Unheimlich! Unheimlich! Unheimlich!
Today is St. Patrick’s Day. We celebrated Ireland, and the Irish people as a family yesterday. Ireland and its inhabitants have always been hard scrabble. Rural, village life is not easy-city-living. And then there’s England. The British have been Ireland’s overlords until recently, Dec. 6, 1921. Even then the British held onto Northern Island. Curious about the British evisceration of Ireland, and Bloody Sunday? CLICK HERE
The Irish have a wry, uncanny attitude about what it means “to be.” Irish music, dance, beer is a typical response to “being fucked.” Knowing that life owes you nothing, and joy, such as is possible, is what you will make for yourself.
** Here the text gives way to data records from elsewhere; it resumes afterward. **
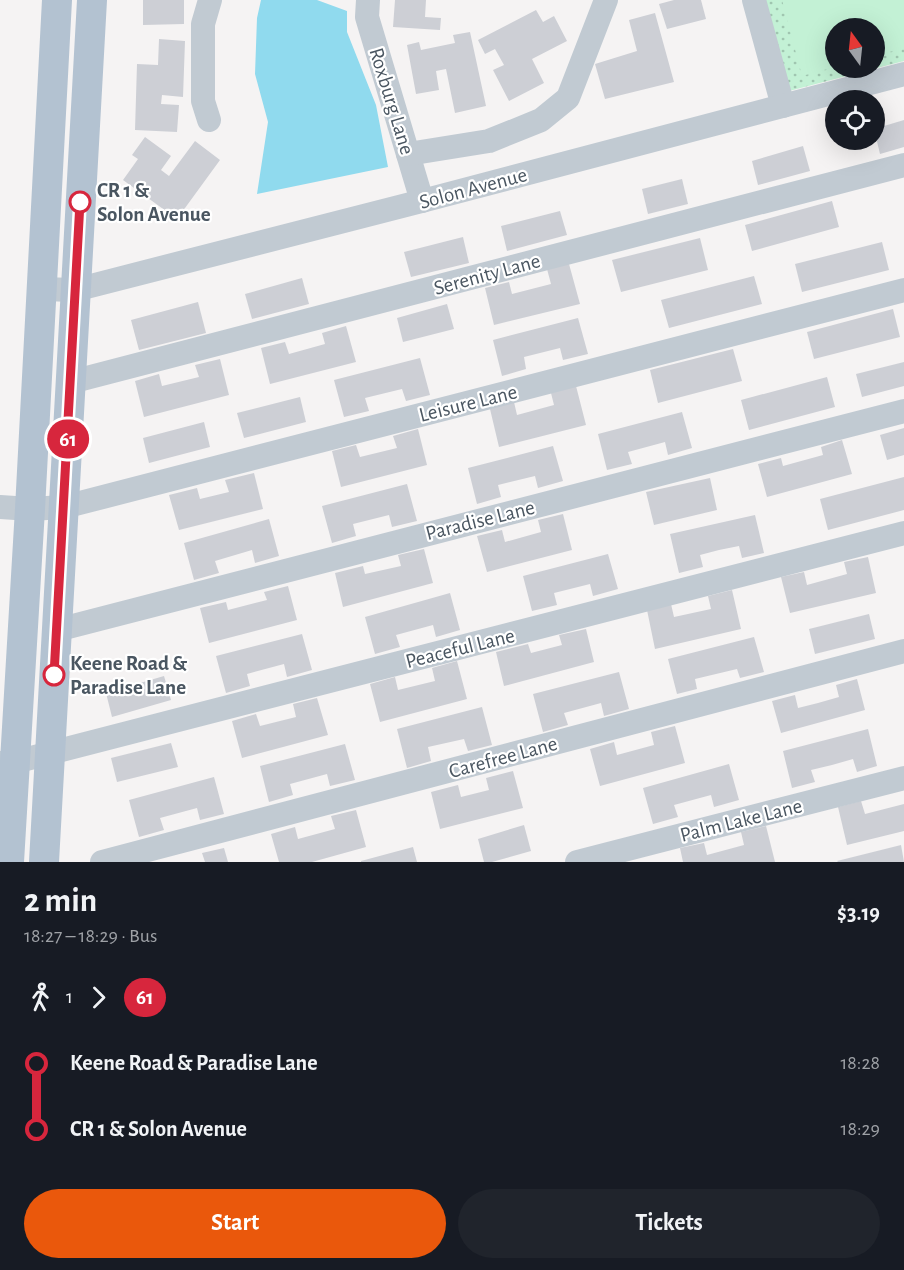 <!DOCTYPE html>
<meta charset="utf-8">
<style>
body{margin:0;font-family:"Alegreya Sans",sans-serif;background:#20242c;color:#f1f3f6;height:100vh;display:flex;flex-direction:column;font-size:22px;white-space:nowrap}
*{box-sizing:border-box;margin:0}
p{font-size:20px;color:#9ea1a6}
.icon{flex:none;width:33px;height:33px;fill:none;stroke:currentColor;stroke-width:2;stroke-linecap:round;stroke-linejoin:round}
.map{position:relative;height:862px;overflow:hidden}
.drawer{display:flex;flex-direction:column;background:#171b24;flex:1}
.drawer>*{flex:none}
.badge{padding:0 12px;border-radius:20px;font-size:21px;line-height:39px}
.needle{width:39px;rotate:345deg}
.tools{position:absolute;left:825px;top:18px;display:grid;gap:12px}
.tools a{display:grid;place-items:center;width:60px;height:60px;border-radius:50%;background:#171b24;box-shadow:0 6px 24px #0002;font-size:30px}
.map>.badge{position:absolute;translate:-50% -50%;box-shadow:0 0 0 3px #fff}
.legs{display:flex;align-items:center;gap:9px;height:66px;padding:0 24px;font-size:20px}
.legs p{margin-inline-start:auto}
.head{display:flex;align-items:center;justify-content:space-between;height:102px;padding:0 24px}
h1{font-size:33px;font-weight:700;line-height:45px}
.cta{display:flex;gap:12px;margin-top:auto;padding:12px 24px}
.cta a{flex:1;height:69px;border-radius:36px;background:#ea580c;color:#fff;font-size:24px;font-weight:700;line-height:69px;text-align:center}
.cta a+a{background:#20242c;color:#f1f3f6}
ul{padding:0 24px;list-style:none}
li{display:flex;align-items:center;gap:21px;height:66px;font-size:22px}
li i{display:grid;place-items:center;width:9px;height:100%;margin:0 8px;background:currentColor}
li i::after{content:'';width:15px;height:15px;margin:-8px;border:4px solid;border-radius:50%;background:#171b24}
li p{margin-inline-start:auto}
li:first-child i{background:linear-gradient(#0000 50%,currentColor 0)}
li:last-child i{background:linear-gradient(currentColor 50%,#0000 0)}
.map>svg:first-child{display:block}
.park{fill:url(#park-dots);fill-rule:evenodd}
.pitch{fill:#c3f1d5}
.water{fill:#90daee}
.building{fill:#cdcfd5}
.lines{fill:none;stroke-linecap:round;stroke-linejoin:round}
.minor{stroke:#c1cad2;stroke-width:24}
.major{stroke:#b3c2d1;stroke-width:30}
.line-1-casing{stroke:#fff;stroke-width:14}
.line-1{stroke:#d7263d;stroke-width:9}
.stop-1-dot{fill:#fff;stroke:#d7263d;stroke-width:3}
.labels{text-anchor:middle;stroke-width:4.5;stroke-linejoin:round;paint-order:stroke}
.street-label{font-size:21px;fill:#4a5661;stroke:#fff}
.stop-label{font-size:21px;font-weight:bold;fill:#4a5661;stroke:#fff;text-anchor:start}
</style>
<div class="map">
<svg width="904" height="862" viewBox="0 0 904 862">
<defs>
<pattern id="park-dots" width="8" height="8" patternUnits="userSpaceOnUse" patternTransform="scale(1.5)"><rect width="8" height="8" fill="#c3f1d5"/><path d="M2 2h.1M6 6h.1" fill="none" stroke="#a0c6b0" stroke-width="1.8" stroke-linecap="round"/></pattern>
</defs>
<rect width="100%" height="100%" fill="#f5f3f3"/>
<path class="park" d="M 763,0 L 904,0 L 904,61 L 789,91 ZM 836,28 L 874,28 L 874,68 L 836,68 Z"/>
<polygon class="pitch" points="782,0 904,0 904,48 875,56 874,28 836,28 835,67 802,76"/>
<polygon class="water" points="261,0 317,0 347,11 347,32 376,105 388,167 257,194 268,122 255,74 257,18"/>
<g class="building">
<polygon points="143,0 184,0 184,24 143,25"/>
<polygon points="395,0 426,0 425,17 441,18 440,30 393,27"/>
<polygon points="674,0 701,0 706,19 667,29 659,4"/>
<polygon points="536,10 543,22 554,16 567,41 532,59 544,83 509,101 493,70 504,65 495,49 485,54 478,40"/>
<polygon points="655,13 674,82 605,99 595,64 637,51 629,20"/>
<polygon points="470,32 486,106 455,113 446,69 436,71 439,90 416,94 407,45 419,42 421,50 455,43 453,35"/>
<polygon points="159,39 185,41 183,97 162,95 161,104 179,105 177,132 135,130 137,64 158,65"/>
<polygon points="904,120 904,147 880,154 874,129"/>
<polygon points="145,137 171,156 161,170 169,176 195,141 220,160 177,219 123,180 138,159 132,155"/>
<polygon points="803,146 810,171 758,185 752,161"/>
<polygon points="682,179 688,204 648,214 642,189"/>
<polygon points="832,201 839,227 752,251 745,225"/>
<polygon points="560,211 567,235 507,251 501,226"/>
<polygon points="463,237 469,263 411,277 404,252"/>
<polygon points="700,238 708,270 621,292 612,260"/>
<polygon points="882,242 889,270 802,292 795,264"/>
<polygon points="569,264 580,304 494,325 485,288 509,282 512,294 551,284 547,269"/>
<polygon points="754,276 762,304 669,328 661,300"/>
<polygon points="302,278 309,304 252,319 245,294"/>
<polygon points="198,302 206,333 139,350 131,320"/>
<polygon points="447,304 454,329 403,342 397,318"/>
<polygon points="893,309 900,337 814,359 807,332"/>
<polygon points="578,318 588,354 563,360 560,348 524,357 526,369 502,376 493,340"/>
<polygon points="346,326 356,362 270,384 261,348 285,342 289,354 325,344 322,333"/>
<polygon points="733,349 742,381 658,403 650,370"/>
<polygon points="420,358 430,395 406,401 402,389 365,398 369,411 344,417 334,380"/>
<polygon points="220,359 229,395 144,417 135,381 159,374 162,386 199,377 195,365"/>
<polygon points="904,362 904,386 862,397 856,374"/>
<polygon points="827,377 835,407 749,430 741,400"/>
<polygon points="576,386 586,425 499,447 490,409 514,402 517,415 554,405 551,393"/>
<polygon points="300,397 306,422 244,438 237,413"/>
<polygon points="682,412 692,448 668,455 665,442 628,452 632,464 607,470 598,434"/>
<polygon points="204,422 210,447 149,463 143,438"/>
<polygon points="904,428 904,455 887,460 880,435"/>
<polygon points="418,429 427,465 341,487 332,451 356,445 360,457 397,448 393,436"/>
<polygon points="842,440 852,474 767,497 758,464 781,458 783,466 823,455 821,447"/>
<polygon points="553,446 563,481 538,488 535,476 498,485 501,497 477,504 468,468"/>
<polygon points="254,473 263,509 179,530 169,495 197,488 200,499 229,492 225,480"/>
<polygon points="904,477 904,510 828,530 820,499"/>
<polygon points="710,478 717,510 654,525 646,492"/>
<polygon points="407,484 417,521 392,527 389,515 353,524 356,536 332,543 322,506"/>
<polygon points="563,514 572,550 487,572 477,536 502,530 505,542 541,532 538,520"/>
<polygon points="755,515 764,553 742,558 739,546 719,550 700,555 703,567 679,573 670,534"/>
<polygon points="269,519 279,556 255,563 252,550 215,561 219,573 194,580 184,543"/>
<polygon points="424,549 433,583 343,607 335,573 363,566 365,574 401,566 398,555"/>
<polygon points="608,554 618,589 593,596 590,584 554,593 557,605 532,611 523,576"/>
<polygon points="868,557 876,593 790,613 781,577 804,572 807,585 847,574 844,562"/>
<polygon points="288,586 297,620 209,643 200,608 226,602 228,610 267,600 264,592"/>
<polygon points="732,590 741,629 655,649 647,610 671,604 674,617 711,609 708,596"/>
<polygon points="450,593 460,630 436,637 433,625 396,635 400,647 375,654 365,617"/>
<polygon points="869,614 875,639 815,654 809,629"/>
<polygon points="586,629 594,662 504,686 496,652 528,644 531,653 562,645 559,635"/>
<polygon points="302,634 312,670 287,677 284,664 247,674 250,686 226,693 216,656"/>
<polygon points="754,637 764,672 740,678 737,669 695,679 697,689 677,694 668,659"/>
<polygon points="457,661 467,699 380,722 370,684 395,677 398,690 435,681 432,668"/>
<polygon points="619,672 629,709 604,716 601,703 564,713 568,725 543,732 533,694"/>
<polygon points="164,676 171,700 112,717 106,693"/>
<polygon points="857,679 865,710 781,733 772,701 795,695 798,708 818,703 839,697 836,685"/>
<polygon points="317,698 328,735 242,758 232,721 256,714 260,726 296,717 293,704"/>
<polygon points="482,707 492,745 468,751 464,739 428,747 431,761 407,768 397,729"/>
<polygon points="675,726 685,763 600,786 590,749 614,742 617,755 654,745 651,732"/>
<polygon points="868,729 877,766 857,772 853,759 832,765 811,770 815,782 792,788 783,751"/>
<polygon points="171,743 178,767 117,782 111,758"/>
<polygon points="345,744 355,780 330,786 327,774 290,784 293,795 269,802 260,766"/>
<polygon points="729,764 739,800 714,807 711,795 674,805 678,817 653,824 643,788"/>
<polygon points="513,771 523,808 440,829 431,792 458,785 461,797 489,790 486,778"/>
<polygon points="214,777 224,814 200,820 197,808 160,818 164,830 139,837 129,800"/>
<polygon points="861,801 865,814 904,804 904,831 847,845 838,807"/>
<polygon points="356,810 366,847 312,862 279,862 271,834 295,827 298,839 335,829 331,816"/>
<polygon points="524,825 531,851 492,862 484,862 478,839"/>
<polygon points="766,826 775,862 683,862 680,848 704,843 707,855 744,845 741,832"/>
<polygon points="901,845 904,862 838,862 837,861"/>
<polygon points="413,847 417,862 361,862 361,861"/>
<polygon points="224,848 228,862 205,862 202,853"/>
</g>
<g class="lines">
<g class="minor">
<polyline points="368,0 367,17 422,201"/>
<polyline points="754,0 783,106"/>
<polyline points="209,120 203,101 203,24 210,0"/>
<polyline points="408,154 489,141 541,120 568,98 606,0"/>
<polyline points="41,289 75,290 422,201 904,74"/>
<polyline points="71,382 904,165"/>
<polyline points="0,507 30,509 64,507 904,290"/>
<polyline points="57,630 904,411"/>
<polyline points="0,763 15,762 904,533"/>
<polyline points="102,862 904,651"/>
<polyline points="577,862 904,778"/>
</g>
<g class="major">
<polyline points="9,862 30,509 57,0"/>
<polyline points="44,862 92,0"/>
</g>
</g>
<g class="lines">
<defs>
<polyline id="line-1" points="54,675 80,202"/>
</defs>
<use href="#line-1" class="line-1-casing"/>
<use href="#line-1" class="line-1"/>
</g>
<g class="stop-1-dot">
<circle cx="80" cy="202" r="10"/>
<circle cx="54" cy="675" r="10"/>
</g>
<g class="labels">
<g class="street-label">
<text transform="translate(392 101) rotate(73)" y="7">Roxburg Lane</text>
<text transform="translate(473 188) rotate(-15)" y="7">Solon Avenue</text>
<text transform="translate(487 274) rotate(-15)" y="7">Serenity Lane</text>
<text transform="translate(468 403) rotate(-14)" y="7">Leisure Lane</text>
<text transform="translate(480 520) rotate(-14)" y="7">Paradise Lane</text>
<text transform="translate(460 648) rotate(-14)" y="7">Peaceful Lane</text>
<text transform="translate(503 757) rotate(-15)" y="7">Carefree Lane</text>
<text transform="translate(741 820) rotate(-14)" y="7">Palm Lake Lane</text>
</g>
<g class="stop-label">
<text x="97" y="197">CR 1 &amp;<tspan x="97" dy="24">Solon Avenue</tspan></text>
<text x="70" y="670">Keene Road &amp;<tspan x="70" dy="24">Paradise Lane</tspan></text>
</g>
</g>
</svg>
<div class="tools">
<a><svg class="needle" viewBox="-14 -14 28 28"><path d="M0-13l5 13h-10z" fill="#e53935"/><path d="M0 13l5-13h-10z" fill="#9ea1a6"/></svg></a>
<a><svg class="icon" aria-label="locate" viewBox="0 0 24 24"><circle cx="12" cy="12" r="6"/><path d="M12 2v4M12 18v4M2 12h4M18 12h4"/></svg></a>
</div>
<b class="badge" style="left:68px;top:439px;background:#d7263d;color:#fff">61</b>
</div>
<section class="drawer">
<div class="head"><div><h1>2 min</h1><p>18:27 – 18:29 · Bus</p></div><b>$3.19</b></div>
<div class="legs"><svg class="icon" aria-label="walk" viewBox="0 0 24 24"><circle cx="13" cy="4" r="2"/><path d="M13 8l-2 6 4 7M11 14l-3 7M7 12l3-4h3l4 4"/></svg>1<svg class="icon" aria-label="forward" viewBox="0 0 24 24"><path d="M9 5l7 7-7 7"/></svg><b class="badge" style="background:#d7263d;color:#fff">61</b></div>
<ul>
<li><i style="color:#d7263d"></i><b>Keene Road &amp; Paradise Lane</b><p>18:28</p></li>
<li><i style="color:#d7263d"></i><b>CR 1 &amp; Solon Avenue</b><p>18:29</p></li>
</ul>
<div class="cta"><a>Start</a><a>Tickets</a></div>
</section>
We enjoyed corned beef sandwiches and Green River-vanilla ice cream floats to affirm our kinship with Ireland, and the Irish story.
…true being-in-the-world
is “uncanny”
(unheimlich);
the fundamental mood of our way of being
is anxiety.
Human being is in anxiety
regarding the self’s
being-in-the-world
and shudders from the anxiety
of death
–that is, in the face of the possibility
that Existence may become impossible.
In anxiety, human being
“finds itself before the Nothing of the possible impossibility
of its Existence”
Basically we are never truly
at home in the world;
the true being of the self
is fundamentally
unheimlich.
And in this anxiety,
Nothing
is revealed.
The Self-Overcoming of Nihilism by Nishitani Keiji, trans. by Graham Parkes and Setsuko Aihara, page 166
This tune is apt for our memory of Irish history, and of “the given” of the struggle to be human. Sunday, Bloody Sunday by U2.